Speaking at the Legislative Yuan on April 26, National Security Bureau Director-General Tsai Ming-yen (蔡明彥) confirmed that Chinese secret police exist in Taiwan, but in a different form than in European and American countries.
US law enforcement authorities identified offenses committed by Chinese secret police that should be quite familiar to people in Taiwan, given their close resemblance to the thuggish behavior of pro-unification groups such as the Concentric Patriotism Association and the China Unification Promotion Party (CUPP).

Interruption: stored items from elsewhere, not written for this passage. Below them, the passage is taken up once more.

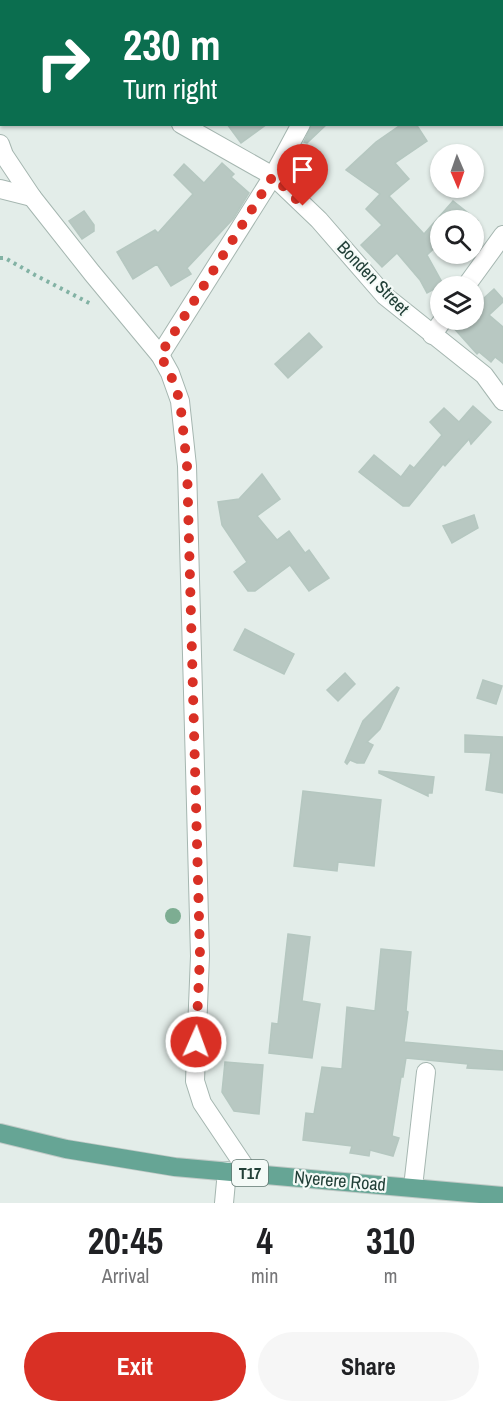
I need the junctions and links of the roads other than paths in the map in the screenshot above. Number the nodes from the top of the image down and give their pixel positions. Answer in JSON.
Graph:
{"nodes":[{"id":1,"x":185,"y":126,"type":"edge"},
{"id":2,"x":300,"y":126,"type":"edge"},
{"id":3,"x":0,"y":144,"type":"edge"},
{"id":4,"x":273,"y":176,"type":"junction"},
{"id":5,"x":0,"y":189,"type":"edge"},
{"id":6,"x":32,"y":197,"type":"junction"},
{"id":7,"x":503,"y":234,"type":"edge"},
{"id":8,"x":473,"y":276,"type":"edge"},
{"id":9,"x":436,"y":330,"type":"edge"},
{"id":10,"x":432,"y":335,"type":"junction"},
{"id":11,"x":160,"y":355,"type":"junction"},
{"id":12,"x":503,"y":401,"type":"edge"},
{"id":13,"x":426,"y":1072,"type":"dead end"},
{"id":14,"x":0,"y":1133,"type":"edge"},
{"id":15,"x":227,"y":1171,"type":"junction"},
{"id":16,"x":249,"y":1173,"type":"junction"},
{"id":17,"x":413,"y":1187,"type":"junction"},
{"id":18,"x":503,"y":1196,"type":"edge"},
{"id":19,"x":224,"y":1203,"type":"edge"}],
"edges":[{"from":1,"to":4,"type":"street","name":"Bonden Street"},
{"from":2,"to":4,"type":"street"},
{"from":3,"to":6,"type":"street"},
{"from":4,"to":10,"type":"street","name":"Bonden Street"},
{"from":4,"to":11,"type":"street"},
{"from":5,"to":6,"type":"street"},
{"from":6,"to":11,"type":"street"},
{"from":7,"to":8,"type":"street"},
{"from":9,"to":10,"type":"street"},
{"from":10,"to":12,"type":"street","name":"Bonden Street"},
{"from":11,"to":16,"type":"street"},
{"from":13,"to":17,"type":"street"},
{"from":14,"to":15,"type":"main road","name":"Nyerere Road","number":"T17"},
{"from":15,"to":16,"type":"main road","name":"Nyerere Road","number":"T17"},
{"from":15,"to":19,"type":"street"},
{"from":16,"to":17,"type":"main road","name":"Nyerere Road","number":"T17"},
{"from":17,"to":18,"type":"main road","name":"Nyerere Road","number":"T17"}]}
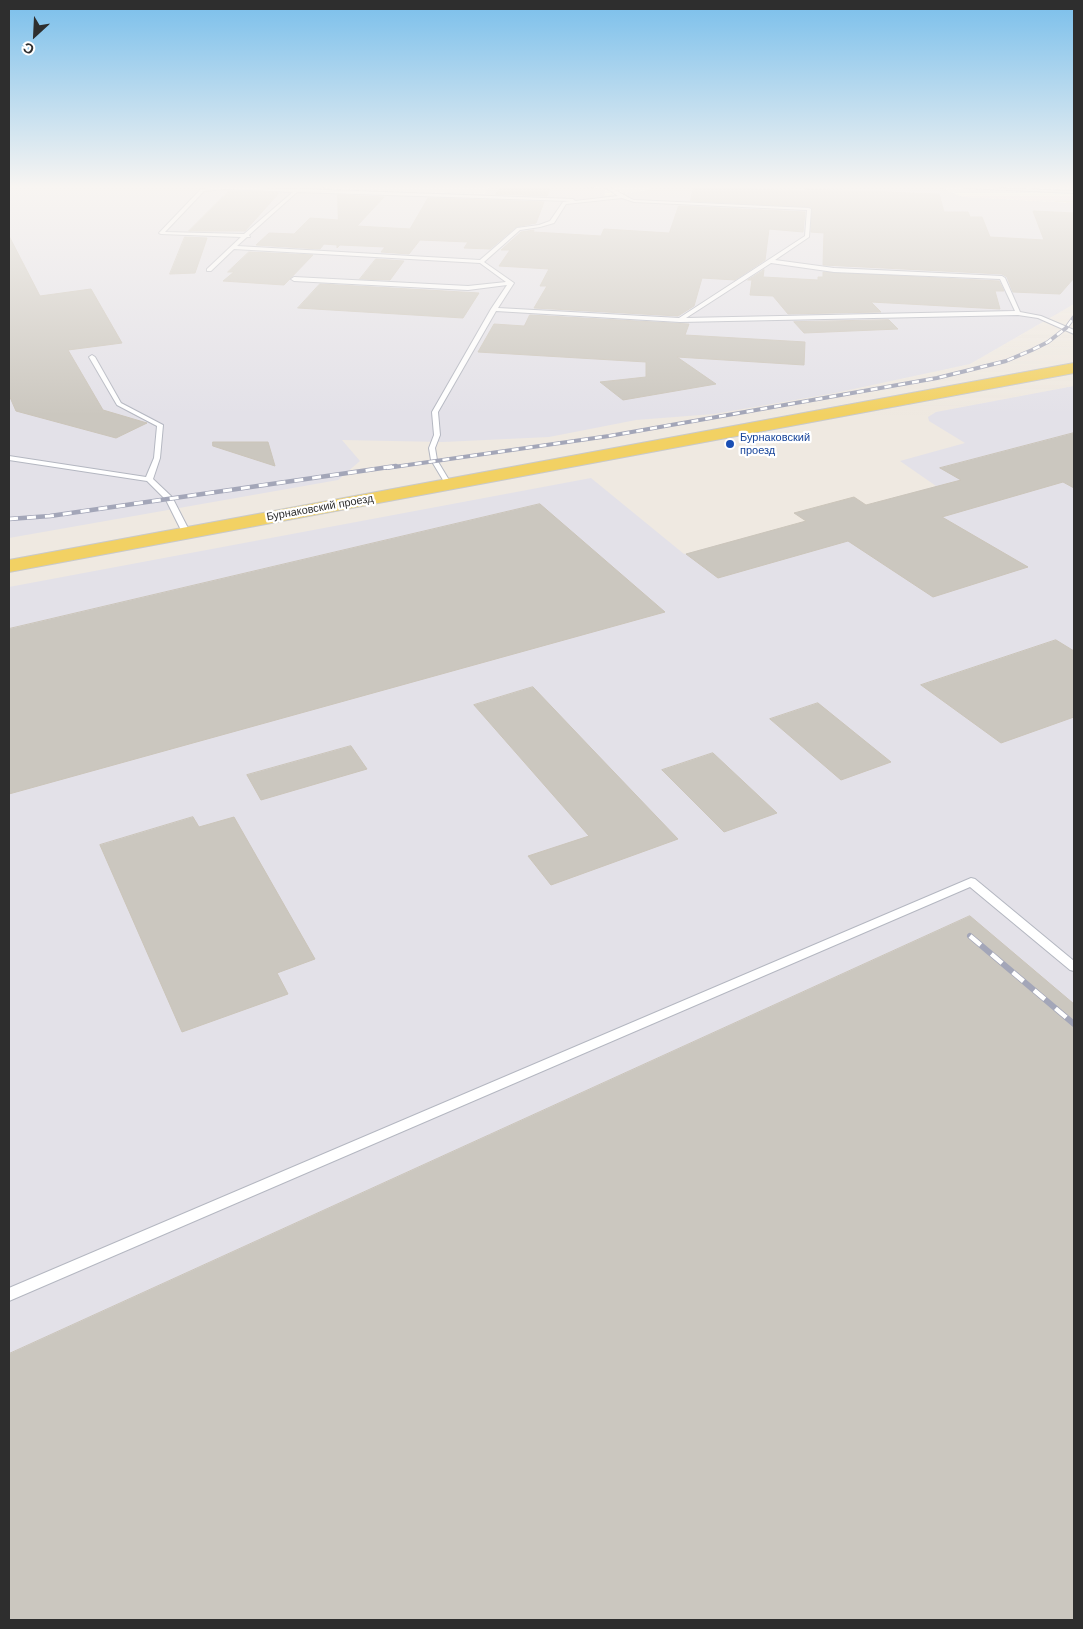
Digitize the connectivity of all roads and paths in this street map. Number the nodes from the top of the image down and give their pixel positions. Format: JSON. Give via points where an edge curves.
{"nodes":[{"id":1,"x":216,"y":263,"type":"edge"},
{"id":2,"x":482,"y":263,"type":"edge"},
{"id":3,"x":766,"y":263,"type":"edge"},
{"id":4,"x":784,"y":263,"type":"edge"},
{"id":5,"x":209,"y":270,"type":"dead end"},
{"id":6,"x":294,"y":279,"type":"dead end"},
{"id":7,"x":511,"y":283,"type":"junction"},
{"id":8,"x":494,"y":309,"type":"junction"},
{"id":9,"x":1018,"y":312,"type":"junction"},
{"id":10,"x":680,"y":320,"type":"junction"},
{"id":11,"x":1074,"y":332,"type":"edge"},
{"id":12,"x":92,"y":357,"type":"dead end"},
{"id":13,"x":1074,"y":368,"type":"edge"},
{"id":14,"x":9,"y":458,"type":"edge"},
{"id":15,"x":149,"y":479,"type":"junction"},
{"id":16,"x":449,"y":485,"type":"junction"},
{"id":17,"x":186,"y":532,"type":"junction"},
{"id":18,"x":9,"y":566,"type":"edge"},
{"id":19,"x":1074,"y":967,"type":"edge"},
{"id":20,"x":9,"y":1295,"type":"edge"}],
"edges":[{"from":1,"to":5,"type":"lane"},
{"from":2,"to":7,"type":"lane"},
{"from":3,"to":10,"type":"lane"},
{"from":4,"to":9,"type":"lane","via":[[834,270],[1002,278]]},
{"from":6,"to":7,"type":"lane","via":[[468,288]]},
{"from":7,"to":8,"type":"lane"},
{"from":8,"to":10,"type":"lane"},
{"from":8,"to":16,"type":"lane","via":[[435,412],[434,460]]},
{"from":9,"to":10,"type":"lane"},
{"from":9,"to":11,"type":"lane"},
{"from":12,"to":15,"type":"lane","via":[[119,404],[160,425],[157,458]]},
{"from":13,"to":16,"type":"main road","name":"Бурнаковский проезд"},
{"from":14,"to":15,"type":"lane"},
{"from":15,"to":17,"type":"lane","via":[[169,499]]},
{"from":16,"to":17,"type":"main road","name":"Бурнаковский проезд"},
{"from":17,"to":18,"type":"main road","name":"Бурнаковский проезд"},
{"from":19,"to":20,"type":"lane","via":[[971,882]]}]}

Fukien American Association cochairman Lu Jianwang (盧建旺), who was arrested in New York, and former Concentric Patriotism Association secretary-general Zhang Xiuye (張秀葉), who was sentenced by a Taiwanese court in July last year, followed a similar pattern of emigrating from China and being naturalized as citizens of other countries, after which they acted as agents of the Chinese Communist Party (CCP) under the guise of serving their fellow expatriates.
When Chinese President Xi Jinping (習近平) visited the US in September 2015, Lu mobilized his associates to disrupt the peaceful petitioning activities of Falun Gong practitioners by using a sea of flags to block the view of Falun Gong posters and banners. During President Tsai Ing-wen’s (蔡英文) stopover in New York in March, Lu got up to his old tricks, mobilizing Chinese expatriates to heckle and protest against her.
Zhang is most notorious for loitering near the Taipei 101 skyscraper and other places frequented by Chinese tourists, waving China’s five-star national flag to welcome “our compatriots from the motherland.”
Zhang and her associates also heckled and provoked nearby Falun Gong practitioners, which has resulted in physical confrontations.
Zhang was previously dismissed as a political radical with sympathies for Beijing, but she confessed in court to having received long-term financial support from sources connected to China’s Taiwan Affairs Office.
She even stood for election as a Taipei City councilor and used funding from China to bribe voters by wining and dining them. When she was about to be sentenced for these offenses, she snuck out of Taiwan and is now a fugitive.
The indictment filed by US prosecutors accuses Lu and his associates of stalking, intimidating and assaulting Chinese dissidents in the US. Taiwan has had similar incidents in which pro-democracy activists from Hong Kong have been targeted.
In January 2017, when then-Hong Kong lawmakers Edward Yiu (姚松炎), Nathan Law (羅冠聰) and Eddie Chu (朱凱迪), and democracy advocate Joshua Wong (黃之鋒) flew to Taiwan to exchange ideas with Taiwanese democrats, they were surrounded and heckled at the airport by CUPP members.
In late September 2019, Hong Kong singer Denise Ho (何韻詩) arrived in Taiwan to participate in a pro-Hong Kong demonstration, where she was attacked from behind and doused with red paint by a CUPP branch chairman.
In April 2020, Lam Wing-kei (林榮基), the former manager of Hong Kong’s Causeway Bay Books, was attacked with red paint by someone claiming to be a CUPP member.
The verdicts in these cases only dealt with the superficial criminal offense, while there was no investigation into what links the behind-the-scenes organizers might have with the CCP. Repeated lenient treatment of the culprits has emboldened their overseas puppet-masters.
In October 2000, the Aegis restaurant in Taipei’s Gongguan (公館) area, which employed young exiles from Hong Kong, had its facilities spattered with chicken manure. The suspects, who had gang connections, confessed to having been paid by someone in China. At midnight in August 2021, there was a fire at the restaurant that destroyed all of the decor, machinery and goods, forcing it to close down completely.
CCP collaborators in Taiwan are few in number, but are keen to impress their patrons. They oppose democracy under the banner of democracy. In the name of religious freedom or resistance to political oppression, they have repeatedly abused freedom of expression and association to harm Taiwanese society.
Their behavior is highly reminiscent of China’s secret overseas police and needs to be more thoroughly investigated by the authorities.
Chen Yung-chang is a company manager.